We all miss basketball.
The sound of the ball as it goes through the hoop. The squeak of the sneakers on the hardwood. The roar of the crowd. Mike Breen’s “Bang!” or Boom Gonzales’ “Gets it to go!”
What’s the best way to cope when you miss something you can’t have at the moment? You write it a love letter.
Dear Washington Wizards,
For two-thirds of my lifetime, you’ve brought me despair. Every single time you gave me a sliver of hope, you took it away in the blink of an eye.
Remember 2006? I was nine years old. The year prior, you upset the Chicago Bulls to advance past the first round for the first time in my life, and the first time since 1982 for the entire franchise.
In ‘06, our first round match-up was against the young King, who in my adolescence, I had virtually no respect for. Everyone thought he was the up and coming guy, but you were the real up and coming team! You had the original Big Three!
Yet you were down 3-2 in the series after that good player on the Cavs hit a game-winning lay-up in Game 5. So for Game 6, I got up early on that Sunday morning and changed into my outfit for church three hours before I had to go. I was ready to watch you push it to Game 7 because I knew you could.
Down three with five seconds left in regulation, just when I thought you were about to let me down, Gilbert Arenas nailed a 30-footer to reignite you. Overtime. But also, the game now went over my allotted time, so my mom dragged me to the car to take me to church.
I learned 30 minutes later — right before stepping into the closed-off walls of the chapel — that you lost the series to a game-winner by Damon Jones.
You know that pain that Thunder and Rockets fans have courtesy of Damian Lillard? It stings to a point that it turns into added baggage. Damon Jones made me feel that at nine years old after what he did to you.
I remember fading into misery for the next hour of worship. Sorry to God, but that was the first time in my life that I learned about disappointment.
And you’ve never failed to disappoint me since. You proceeded to lose to the Cavs’ #23 guy for two more years. Then, after you shot down that 2006 team’s core, you tried to convince me that Andray Blatche, JaVale McGee, and Nick Young were our future??

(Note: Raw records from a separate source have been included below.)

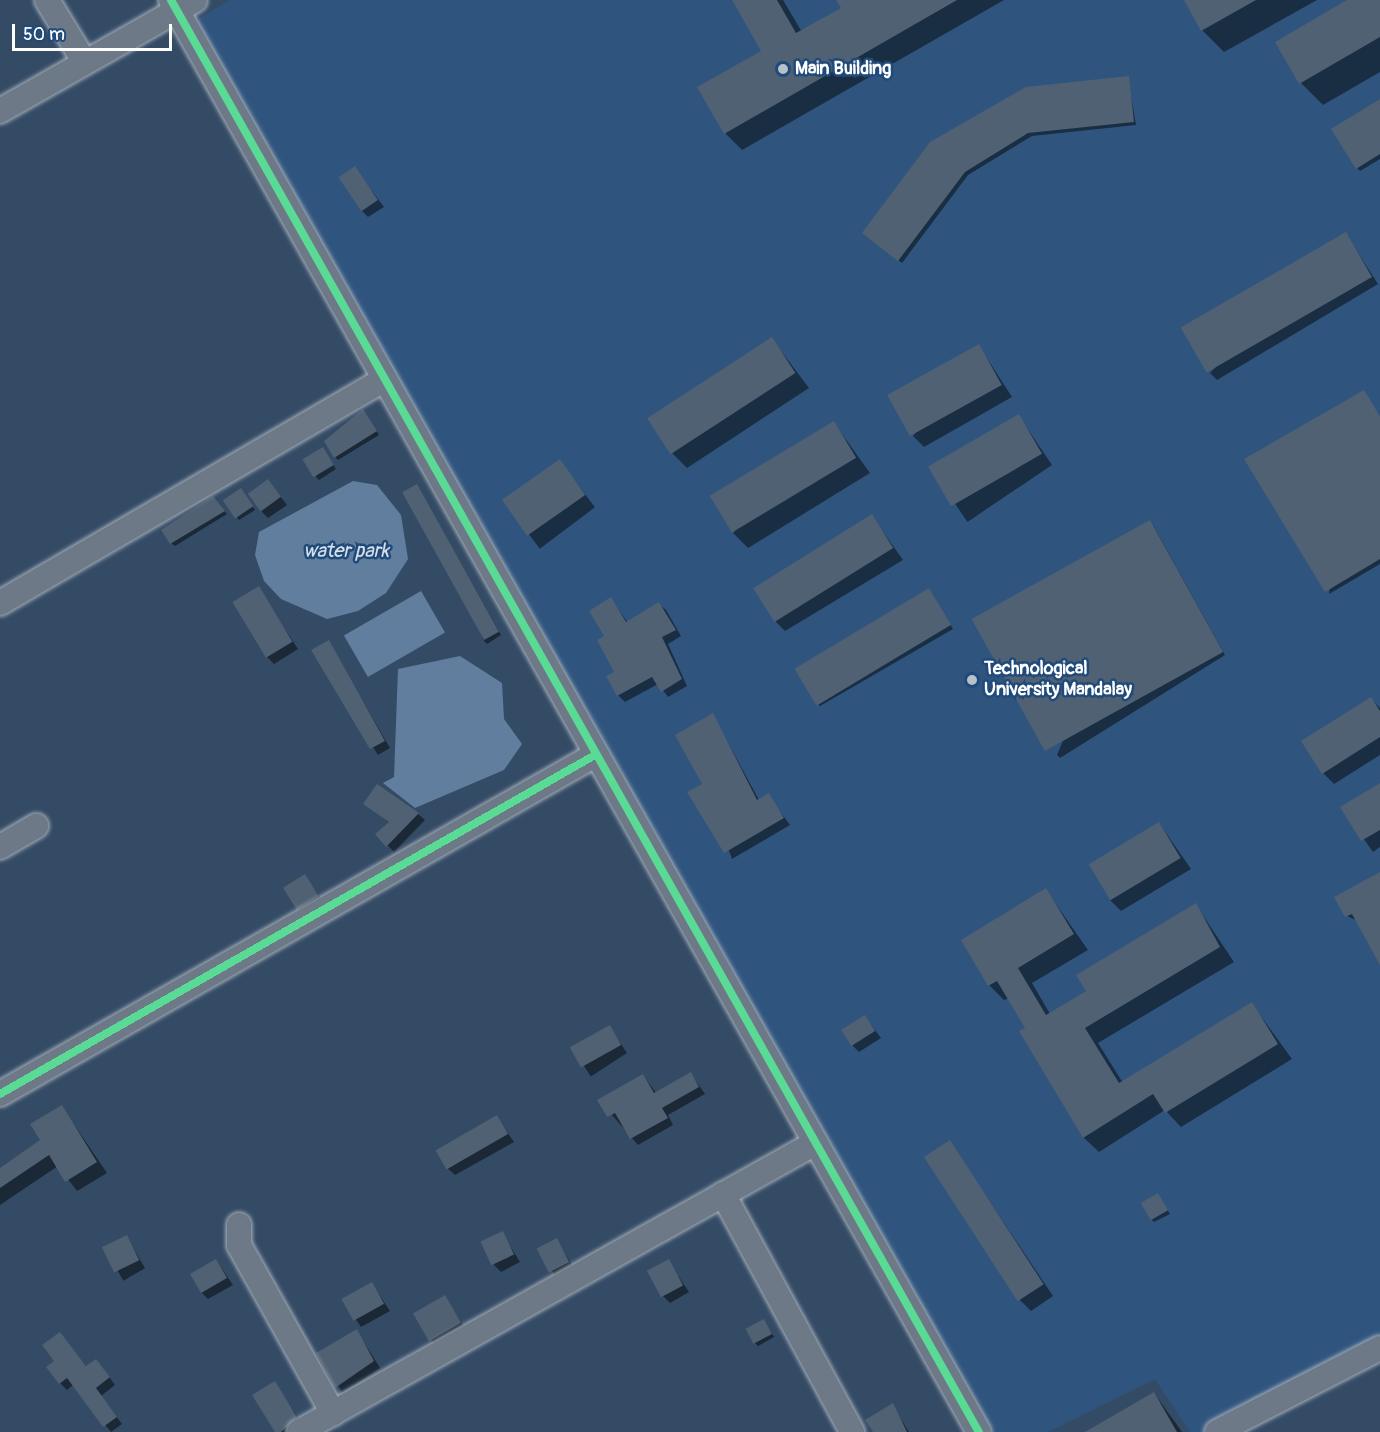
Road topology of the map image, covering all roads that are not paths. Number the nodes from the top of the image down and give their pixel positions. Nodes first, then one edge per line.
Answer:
1 (47, 0) edge
2 (181, 4) edge
3 (84, 61) junction
4 (0, 111) edge
5 (385, 379) junction
6 (0, 603) edge
7 (595, 755) junction
8 (36, 826) dead end
9 (0, 848) edge
10 (0, 1094) edge
11 (815, 1143) junction
12 (723, 1194) junction
13 (239, 1225) dead end
14 (1380, 1348) edge
15 (333, 1413) junction
16 (299, 1432) edge
17 (852, 1432) edge
18 (979, 1432) edge
19 (1217, 1432) edge

1 - 3 street
2 - 3 street
2 - 5 street
3 - 4 street
5 - 6 street
5 - 7 street
7 - 10 street
7 - 11 street
8 - 9 street
11 - 12 street
11 - 18 street
12 - 15 street
12 - 17 street
13 - 15 street
14 - 19 street
15 - 16 street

When we moved into the next decade, you brought in John Wall and Bradley Beal as reinforcements to once again take down the Cavaliers. For as much as I love those two, every single year that I thought you were ready to fight The King, you faltered before you could even get to his castle. Even when the greatest moment of my entire fandom put us within inches of the King, you were massacred just one game later by Kelly freakin’ Olynyk.
In my Jordan number of years on this earth, I’ve never made a lengthier commitment, been as vulnerable, or as been idiotically invested in anything as much as I have with you (to my future wife, don’t worry, I’m sure you’ll put up a good fight).
But as I sit here, unaware of when you’ll come back because of this unprecedented hiatus, I find myself once again re-entering your cycle; The one that begins with foolish hope.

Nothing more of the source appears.